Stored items
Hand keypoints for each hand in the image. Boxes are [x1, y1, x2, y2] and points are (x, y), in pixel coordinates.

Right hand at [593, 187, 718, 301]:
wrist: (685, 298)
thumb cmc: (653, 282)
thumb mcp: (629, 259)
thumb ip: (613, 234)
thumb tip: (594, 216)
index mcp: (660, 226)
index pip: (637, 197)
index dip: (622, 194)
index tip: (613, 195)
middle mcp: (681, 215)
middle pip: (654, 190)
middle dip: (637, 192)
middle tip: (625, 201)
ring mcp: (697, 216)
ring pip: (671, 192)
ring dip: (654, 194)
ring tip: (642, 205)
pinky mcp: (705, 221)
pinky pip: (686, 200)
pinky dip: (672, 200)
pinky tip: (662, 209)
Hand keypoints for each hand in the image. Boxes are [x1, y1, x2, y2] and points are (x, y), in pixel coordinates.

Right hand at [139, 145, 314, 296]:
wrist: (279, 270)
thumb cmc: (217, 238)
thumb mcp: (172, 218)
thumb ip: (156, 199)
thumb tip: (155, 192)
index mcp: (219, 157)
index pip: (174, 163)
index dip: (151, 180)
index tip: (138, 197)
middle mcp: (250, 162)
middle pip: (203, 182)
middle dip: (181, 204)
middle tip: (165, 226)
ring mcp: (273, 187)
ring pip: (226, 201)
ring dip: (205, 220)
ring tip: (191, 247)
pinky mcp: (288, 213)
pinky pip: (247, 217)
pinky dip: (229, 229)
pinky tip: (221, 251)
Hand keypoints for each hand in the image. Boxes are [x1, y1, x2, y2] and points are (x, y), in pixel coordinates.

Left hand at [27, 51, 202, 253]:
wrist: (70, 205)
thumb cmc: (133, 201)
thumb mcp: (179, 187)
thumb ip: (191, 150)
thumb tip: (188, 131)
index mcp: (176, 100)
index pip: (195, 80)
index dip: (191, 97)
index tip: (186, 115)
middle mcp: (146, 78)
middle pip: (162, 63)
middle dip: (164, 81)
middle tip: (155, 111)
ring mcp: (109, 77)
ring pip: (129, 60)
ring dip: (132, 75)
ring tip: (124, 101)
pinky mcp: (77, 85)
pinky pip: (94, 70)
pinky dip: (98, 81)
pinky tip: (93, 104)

◆ What the task requires ◆
The full set of data above must come back exactly as written.

◆ Answer to the exercise ◆
Hand keypoints for each hand in the image. Boxes are [x1, y1, x2, y2] and points are (x, y), in pixel coordinates.

Right hand at [593, 187, 718, 301]:
wrist: (685, 298)
thumb cmc: (653, 282)
thumb mcp: (629, 259)
thumb ip: (613, 234)
thumb tip: (594, 216)
index mcp: (660, 226)
index pip: (637, 197)
index dip: (622, 194)
index tip: (613, 195)
middle mcp: (681, 215)
middle pip: (654, 190)
middle dip: (637, 192)
middle tip: (625, 201)
ring mcp: (697, 216)
ring pip: (671, 192)
ring dip: (654, 194)
ring tip: (642, 205)
pinky mcp: (705, 221)
pinky pip: (686, 200)
pinky dip: (672, 200)
pinky tip: (662, 209)
Hand keypoints for each hand in the image. Boxes are [x1, y1, x2, y2] and points are (x, y), in pixel coordinates.

Right hand at [139, 145, 314, 296]:
wrist: (279, 270)
thumb cmc: (217, 238)
thumb mcp: (172, 218)
thumb ip: (156, 199)
thumb tip: (155, 192)
index mcp: (219, 157)
index pip: (174, 163)
index dip: (151, 180)
index tip: (138, 197)
middle mcp: (250, 162)
middle pip: (203, 182)
middle dip: (181, 204)
middle tip: (165, 226)
ring mcp: (273, 187)
ring pip: (226, 201)
ring dip: (205, 220)
ring tip: (191, 247)
pinky mcp: (288, 213)
pinky pip: (247, 217)
pinky dip: (229, 229)
pinky tip: (221, 251)
Hand keypoints for each hand in the image. Boxes are [x1, y1, x2, y2] and points are (x, y), in pixel coordinates.

Left hand at [27, 51, 202, 253]:
wrist: (70, 205)
thumb cmc: (133, 201)
thumb mcp: (179, 187)
thumb ip: (191, 150)
thumb tip: (188, 131)
index mcp: (176, 100)
index pip: (195, 80)
index dip: (191, 97)
index tip: (186, 115)
middle mcp: (146, 78)
middle pip: (162, 63)
middle dip: (164, 81)
middle tip: (155, 111)
ring mcp: (109, 77)
ring pip: (129, 60)
ring dip: (132, 75)
ring tip: (124, 101)
pinky mcp: (77, 85)
pinky pip: (94, 70)
pinky dip: (98, 81)
pinky tip: (93, 104)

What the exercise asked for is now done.